## ACTION ITEM
Wherever "GLENSIDE" occurs in the entries, copy the line that holds it.

## DATA RECORDS
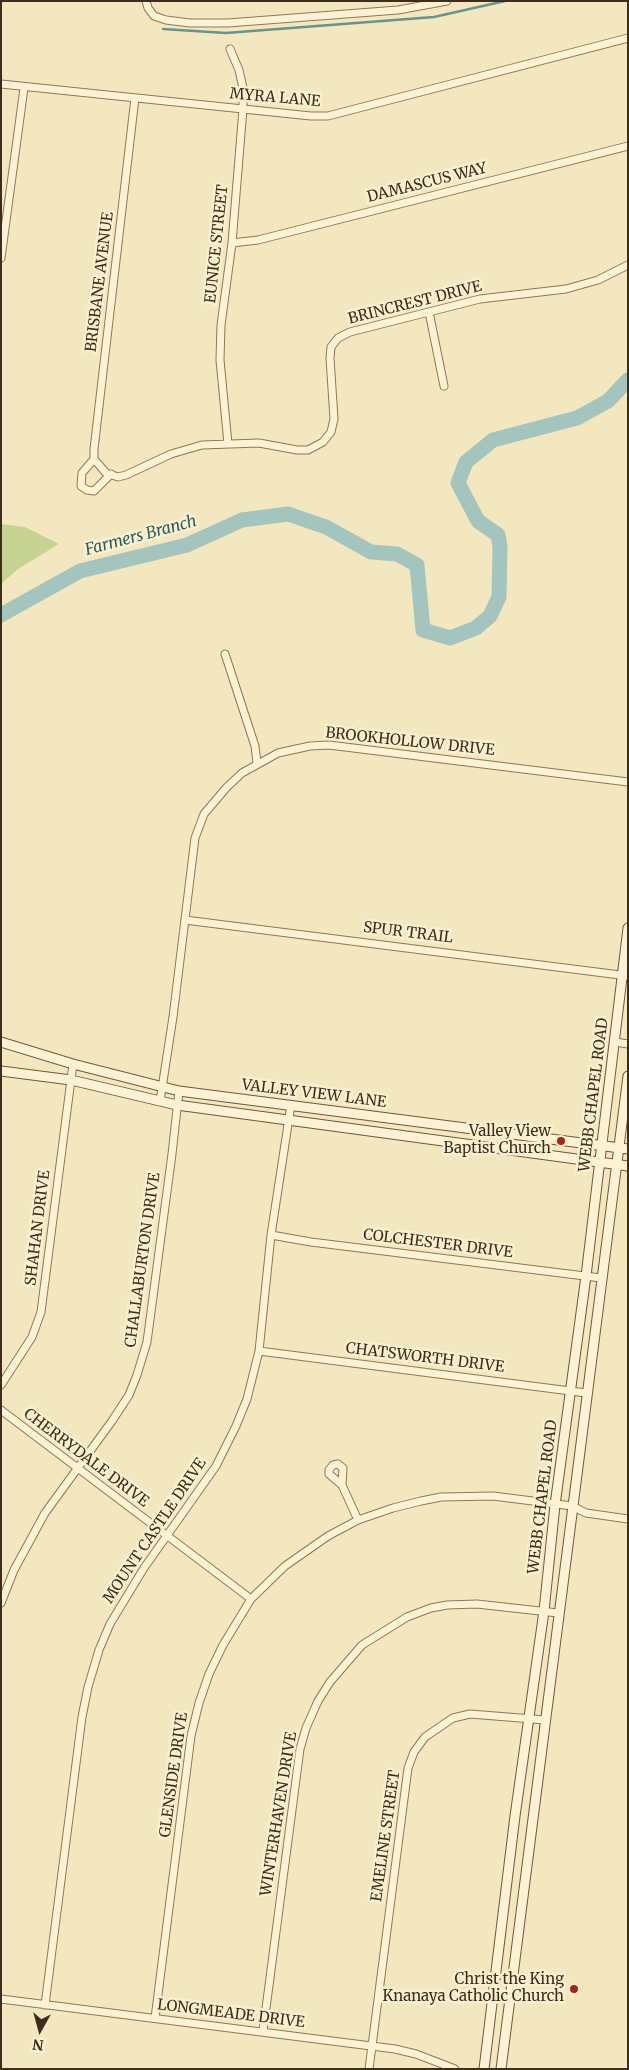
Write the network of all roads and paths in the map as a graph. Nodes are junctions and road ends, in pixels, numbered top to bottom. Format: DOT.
graph roads {
  1 [pos="146,1"];
  2 [pos="448,1"];
  3 [pos="628,38"];
  4 [pos="230,49"];
  5 [pos="1,84"];
  6 [pos="24,88"];
  7 [pos="135,98"];
  8 [pos="243,109"];
  9 [pos="628,146"];
  10 [pos="232,243"];
  11 [pos="1,258"];
  12 [pos="628,265"];
  13 [pos="429,312"];
  14 [pos="444,386"];
  15 [pos="228,444"];
  16 [pos="94,459"];
  17 [pos="111,474"];
  18 [pos="225,654"];
  19 [pos="257,763"];
  20 [pos="628,782"];
  21 [pos="185,920"];
  22 [pos="628,929"];
  23 [pos="625,975"];
  24 [pos="1,1042"];
  25 [pos="615,1042"];
  26 [pos="628,1044"];
  27 [pos="72,1064"];
  28 [pos="1,1071"];
  29 [pos="628,1076"];
  30 [pos="71,1080"];
  31 [pos="161,1086"];
  32 [pos="179,1091"];
  33 [pos="160,1101"];
  34 [pos="177,1105"];
  35 [pos="290,1105"];
  36 [pos="289,1121"];
  37 [pos="602,1145"];
  38 [pos="623,1149"];
  39 [pos="599,1162"];
  40 [pos="616,1165"];
  41 [pos="628,1166"];
  42 [pos="271,1235"];
  43 [pos="586,1276"];
  44 [pos="601,1278"];
  45 [pos="260,1351"];
  46 [pos="1,1385"];
  47 [pos="571,1391"];
  48 [pos="586,1393"];
  49 [pos="1,1410"];
  50 [pos="77,1468"];
  51 [pos="342,1485"];
  52 [pos="555,1505"];
  53 [pos="572,1506"];
  54 [pos="628,1519"];
  55 [pos="358,1520"];
  56 [pos="166,1536"];
  57 [pos="251,1599"];
  58 [pos="1,1603"];
  59 [pos="544,1611"];
  60 [pos="558,1613"];
  61 [pos="529,1718"];
  62 [pos="545,1720"];
  63 [pos="522,1766"];
  64 [pos="539,1768"];
  65 [pos="501,1930"];
  66 [pos="518,1932"];
  67 [pos="1,1999"];
  68 [pos="45,2005"];
  69 [pos="155,2018"];
  70 [pos="263,2031"];
  71 [pos="372,2046"];
  72 [pos="370,2069"];
  73 [pos="455,2069"];
  74 [pos="484,2069"];
  75 [pos="501,2069"];
  1 -- 2 [label="street"];
  3 -- 8 [label="street, MYRA LANE"];
  4 -- 8 [label="street, EUNICE STREET"];
  5 -- 6 [label="street, MYRA LANE"];
  6 -- 7 [label="street, MYRA LANE"];
  6 -- 11 [label="street"];
  7 -- 8 [label="street, MYRA LANE"];
  7 -- 16 [label="street, BRISBANE AVENUE"];
  8 -- 10 [label="street, EUNICE STREET"];
  9 -- 10 [label="street, DAMASCUS WAY"];
  10 -- 15 [label="street, EUNICE STREET"];
  12 -- 13 [label="street, BRINCREST DRIVE"];
  13 -- 14 [label="street"];
  13 -- 15 [label="street, BRINCREST DRIVE"];
  15 -- 17 [label="street, BRINCREST DRIVE"];
  16 -- 17 [label="street"];
  16 -- 17 [label="street"];
  18 -- 19 [label="street"];
  19 -- 20 [label="street, BROOKHOLLOW DRIVE"];
  19 -- 21 [label="street, BROOKHOLLOW DRIVE"];
  21 -- 23 [label="street, SPUR TRAIL"];
  21 -- 31 [label="street, BROOKHOLLOW DRIVE"];
  22 -- 23 [label="main road, WEBB CHAPEL ROAD"];
  23 -- 25 [label="main road, WEBB CHAPEL ROAD"];
  24 -- 27 [label="main road, VALLEY VIEW LANE"];
  25 -- 26 [label="street"];
  25 -- 37 [label="main road, WEBB CHAPEL ROAD"];
  27 -- 30 [label="street, SHAHAN DRIVE"];
  27 -- 31 [label="main road, VALLEY VIEW LANE"];
  28 -- 30 [label="main road, VALLEY VIEW LANE"];
  29 -- 38 [label="main road, WEBB CHAPEL ROAD"];
  30 -- 33 [label="main road, VALLEY VIEW LANE"];
  30 -- 46 [label="street, SHAHAN DRIVE"];
  31 -- 32 [label="main road, VALLEY VIEW LANE"];
  31 -- 33 [label="street, BROOKHOLLOW DRIVE"];
  32 -- 34 [label="street, CHALLABURTON DRIVE"];
  32 -- 35 [label="main road, VALLEY VIEW LANE"];
  33 -- 34 [label="main road, VALLEY VIEW LANE"];
  34 -- 36 [label="main road, VALLEY VIEW LANE"];
  34 -- 50 [label="street, CHALLABURTON DRIVE"];
  35 -- 36 [label="street, MOUNT CASTLE DRIVE"];
  35 -- 37 [label="main road, VALLEY VIEW LANE"];
  36 -- 39 [label="main road, VALLEY VIEW LANE"];
  36 -- 42 [label="street, MOUNT CASTLE DRIVE"];
  37 -- 38 [label="main road, VALLEY VIEW LANE"];
  37 -- 39 [label="main road, WEBB CHAPEL ROAD"];
  38 -- 40 [label="main road, WEBB CHAPEL ROAD"];
  39 -- 40 [label="main road, VALLEY VIEW LANE"];
  39 -- 43 [label="main road, WEBB CHAPEL ROAD"];
  40 -- 41 [label="main road, VALLEY VIEW LANE"];
  40 -- 44 [label="main road, WEBB CHAPEL ROAD"];
  42 -- 43 [label="street, COLCHESTER DRIVE"];
  42 -- 45 [label="street, MOUNT CASTLE DRIVE"];
  43 -- 44 [label="street, COLCHESTER DRIVE"];
  43 -- 47 [label="main road, WEBB CHAPEL ROAD"];
  44 -- 48 [label="main road, WEBB CHAPEL ROAD"];
  45 -- 47 [label="street, CHATSWORTH DRIVE"];
  45 -- 56 [label="street, MOUNT CASTLE DRIVE"];
  47 -- 48 [label="street, CHATSWORTH DRIVE"];
  47 -- 52 [label="main road, WEBB CHAPEL ROAD"];
  48 -- 53 [label="main road, WEBB CHAPEL ROAD"];
  49 -- 50 [label="street, CHERRYDALE DRIVE"];
  50 -- 56 [label="street, CHERRYDALE DRIVE"];
  50 -- 58 [label="street, CHALLABURTON DRIVE"];
  51 -- 55 [label="street"];
  52 -- 53 [label="street, GLENSIDE DRIVE"];
  52 -- 55 [label="street, GLENSIDE DRIVE"];
  52 -- 59 [label="main road, WEBB CHAPEL ROAD"];
  53 -- 54 [label="street, GLENSIDE DRIVE"];
  53 -- 60 [label="main road, WEBB CHAPEL ROAD"];
  55 -- 57 [label="street, GLENSIDE DRIVE"];
  56 -- 57 [label="street, CHERRYDALE DRIVE"];
  56 -- 68 [label="street, MOUNT CASTLE DRIVE"];
  57 -- 69 [label="street, GLENSIDE DRIVE"];
  59 -- 60 [label="street, WINTERHAVEN DRIVE"];
  59 -- 61 [label="main road, WEBB CHAPEL ROAD"];
  59 -- 70 [label="street, WINTERHAVEN DRIVE"];
  60 -- 62 [label="main road, WEBB CHAPEL ROAD"];
  61 -- 62 [label="street, EMELINE STREET"];
  61 -- 63 [label="main road, WEBB CHAPEL ROAD"];
  61 -- 71 [label="street, EMELINE STREET"];
  62 -- 64 [label="main road, WEBB CHAPEL ROAD"];
  63 -- 64 [label="main road"];
  63 -- 65 [label="main road, WEBB CHAPEL ROAD"];
  64 -- 66 [label="main road, WEBB CHAPEL ROAD"];
  65 -- 66 [label="main road"];
  65 -- 74 [label="main road, WEBB CHAPEL ROAD"];
  66 -- 75 [label="main road, WEBB CHAPEL ROAD"];
  67 -- 68 [label="street, LONGMEADE DRIVE"];
  68 -- 69 [label="street, LONGMEADE DRIVE"];
  69 -- 70 [label="street, LONGMEADE DRIVE"];
  70 -- 71 [label="street, LONGMEADE DRIVE"];
  71 -- 72 [label="street, EMELINE STREET"];
  71 -- 73 [label="street, LONGMEADE DRIVE"];
}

## RESPONSE TO THE TASK
  52 -- 53 [label="street, GLENSIDE DRIVE"];
  52 -- 55 [label="street, GLENSIDE DRIVE"];
  53 -- 54 [label="street, GLENSIDE DRIVE"];
  55 -- 57 [label="street, GLENSIDE DRIVE"];
  57 -- 69 [label="street, GLENSIDE DRIVE"];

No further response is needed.